BEING-IN-THE-WORLD : A Commentary on Heidegger's 'Being and Time,' Division I. By Herbert L. Dreyfus. 370 pp. Cambridge, Massachusetts : The MIT Press, Eighth Printing 1999 (1991). ISBN 0-262-54056-8 (pbk.)

Anyone who attempts to study Heidegger's commentators will quickly discover that many of them can be even more difficult than Heidegger himself. One notable exception is George Steiner, whose 'Martin Heidegger' (1989) is such an interesting book that one wishes it had been two or three times longer. As a general introduction to Heidegger's life and thought, however, it can only take one so far, and those wishing for a fuller treatment would be well advised to take a look at the present equally lucid and stimulating study by Dreyfus.

He explains that he has limited detailed treatment of 'Being and Time' to Division I of Part One (i.e., the first half), because he considers this "the most original and important section of the work, for it is [here] that Heidegger works out his account of being-in-the-world and uses it to ground a profound critique of traditional ontology and epistemology" (p.vii).
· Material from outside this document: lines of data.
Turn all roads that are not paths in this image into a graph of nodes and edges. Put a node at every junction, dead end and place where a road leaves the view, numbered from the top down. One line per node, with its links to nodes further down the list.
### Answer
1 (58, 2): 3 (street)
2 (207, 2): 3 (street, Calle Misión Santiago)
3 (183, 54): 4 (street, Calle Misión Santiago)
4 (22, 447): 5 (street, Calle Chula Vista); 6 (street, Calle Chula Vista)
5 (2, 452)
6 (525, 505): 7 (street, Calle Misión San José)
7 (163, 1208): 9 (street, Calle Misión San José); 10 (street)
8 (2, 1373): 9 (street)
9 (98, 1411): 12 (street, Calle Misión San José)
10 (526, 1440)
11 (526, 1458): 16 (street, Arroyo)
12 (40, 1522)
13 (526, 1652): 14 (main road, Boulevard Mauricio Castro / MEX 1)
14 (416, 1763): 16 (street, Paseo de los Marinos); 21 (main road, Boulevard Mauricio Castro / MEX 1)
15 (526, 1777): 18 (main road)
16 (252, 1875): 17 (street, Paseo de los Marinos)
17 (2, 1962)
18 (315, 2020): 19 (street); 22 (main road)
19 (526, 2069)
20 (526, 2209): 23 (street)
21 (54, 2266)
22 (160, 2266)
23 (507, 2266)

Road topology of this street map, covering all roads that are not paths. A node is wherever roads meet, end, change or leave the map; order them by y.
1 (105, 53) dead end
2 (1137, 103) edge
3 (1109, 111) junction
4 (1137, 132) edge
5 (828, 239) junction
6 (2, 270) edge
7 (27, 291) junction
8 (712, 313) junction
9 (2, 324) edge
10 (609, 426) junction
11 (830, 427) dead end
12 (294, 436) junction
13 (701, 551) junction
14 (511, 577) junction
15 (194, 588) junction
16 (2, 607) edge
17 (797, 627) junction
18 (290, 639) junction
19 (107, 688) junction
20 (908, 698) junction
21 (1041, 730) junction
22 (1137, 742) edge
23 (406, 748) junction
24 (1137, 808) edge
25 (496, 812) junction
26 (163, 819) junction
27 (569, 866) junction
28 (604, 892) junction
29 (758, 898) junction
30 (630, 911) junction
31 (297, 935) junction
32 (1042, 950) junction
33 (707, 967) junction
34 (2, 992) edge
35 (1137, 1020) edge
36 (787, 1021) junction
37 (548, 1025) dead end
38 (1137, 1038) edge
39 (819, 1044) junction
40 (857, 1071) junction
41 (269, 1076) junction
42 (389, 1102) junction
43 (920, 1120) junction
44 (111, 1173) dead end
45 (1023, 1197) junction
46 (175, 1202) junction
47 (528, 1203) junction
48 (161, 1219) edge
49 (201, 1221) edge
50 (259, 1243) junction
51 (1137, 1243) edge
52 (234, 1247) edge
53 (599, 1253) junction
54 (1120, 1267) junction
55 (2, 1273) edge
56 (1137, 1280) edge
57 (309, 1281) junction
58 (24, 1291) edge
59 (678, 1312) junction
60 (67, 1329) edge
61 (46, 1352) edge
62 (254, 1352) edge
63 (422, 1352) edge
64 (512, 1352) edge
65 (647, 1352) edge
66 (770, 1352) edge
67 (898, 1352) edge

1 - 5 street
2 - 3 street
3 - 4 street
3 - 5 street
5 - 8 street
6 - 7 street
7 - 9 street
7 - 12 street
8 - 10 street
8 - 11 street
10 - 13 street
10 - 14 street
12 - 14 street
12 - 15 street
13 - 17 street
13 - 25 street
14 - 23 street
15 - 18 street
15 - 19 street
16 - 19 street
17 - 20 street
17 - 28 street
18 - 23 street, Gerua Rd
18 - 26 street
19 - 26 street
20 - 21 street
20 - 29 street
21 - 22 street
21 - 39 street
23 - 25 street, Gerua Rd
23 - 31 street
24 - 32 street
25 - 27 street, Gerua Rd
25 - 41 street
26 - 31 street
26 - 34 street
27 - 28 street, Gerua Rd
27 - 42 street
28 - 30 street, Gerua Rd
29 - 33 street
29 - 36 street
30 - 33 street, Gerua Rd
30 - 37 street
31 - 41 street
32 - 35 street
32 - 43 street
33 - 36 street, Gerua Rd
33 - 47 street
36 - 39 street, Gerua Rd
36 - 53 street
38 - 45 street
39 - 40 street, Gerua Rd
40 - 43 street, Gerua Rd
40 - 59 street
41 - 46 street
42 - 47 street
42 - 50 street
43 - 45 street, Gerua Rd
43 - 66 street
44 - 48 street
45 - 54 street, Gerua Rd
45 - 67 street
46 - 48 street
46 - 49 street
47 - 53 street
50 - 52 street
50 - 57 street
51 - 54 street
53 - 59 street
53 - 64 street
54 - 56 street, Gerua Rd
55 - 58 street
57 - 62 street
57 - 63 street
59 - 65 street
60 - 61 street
Division II, though containing important material, is marred by "some errors so serious as to block any consistent reading" (p.viii), though it is taken up in a 57-page Appendix.

In his brief but extremely interesting Introduction, Dreyfus sets out to answer the question, 'Why study Heidegger?' If I have understood Dreyfus correctly, what he seems to be saying is that Western thought has been fundamentally in error since the time of Plato : "Plato and our tradition got off on the wrong track by thinking that one could have a theory of everything.... Heidegger is not against theory. He thinks it powerful and important, but limited" (p.2).

Heidegger, in other words, although accepting a reasonable use of reason, has seen through the folly of that worship of reason which leads to its unreasonable and excessive use. Dreyfus tells us that Heidegger seeks to clear away five main false assumptions :

1. Explicitness. "Heidegger questions both the possibility and desirability of making our everyday understanding explicit" (p.4). There are and always will be many things in life that cannot be made explicit, that cannot be explained, that are not amenable to "critical reflection," things, for example, such as human skills.

2. Mental Representation. "Heidegger questions the view that experience is always and most basically a relation between a self-contained subject with mental content (the inner) and an independent object (the outer)." For him "there is a more fundamental way of being-in-the-world that cannot be understood in subject/object terms" (p.5).

3. Theoretical Holism. Heidegger "insists that we return to the phenomenon of everyday human activity and stop ringing the changes on the traditional oppositions of immanent/transcendent ... subject/ object ... explicit/tacit ... etc." (p.6).

4. Detachment and Objectivity. "From the Greeks we inherit not only our assumption that we can obtain theoretical knowledge of every domain, even human activities, but also our assumption that the detached theoretical viewpoint is superior to the involved practical viewpoint" (p.6). Heidegger, following the insights of Nietzsche, Peirce, James and Dewey, denies these assumptions.

5. Methodological Individualism. Heidegger, "in his emphasis on the social context as the ultimate foundation of intelligibility [shares with Wittgenstein] the view that most philosophical problems can be dis(solved) [sic] by a description of everyday social practices" (p.7). In other words, they are pseudo-problems.

If Heidegger were only clearing the ground of 2,500 years of sheer wrongheadedness, he would of course still be an extremely important and valuable thinker. But, as Dreyfus explains, he goes further, for "he has a positive account of authentic human being and a positive methodological proposal for how human being should be systematically studied" (p.8). His influence, which today extends into many areas, has been and continues to be enormous as more and more specialists and experts and technicians of every kind begin to appreciate the fruitfulness of his way of thinking in contrast to the often dismal results produced by their own.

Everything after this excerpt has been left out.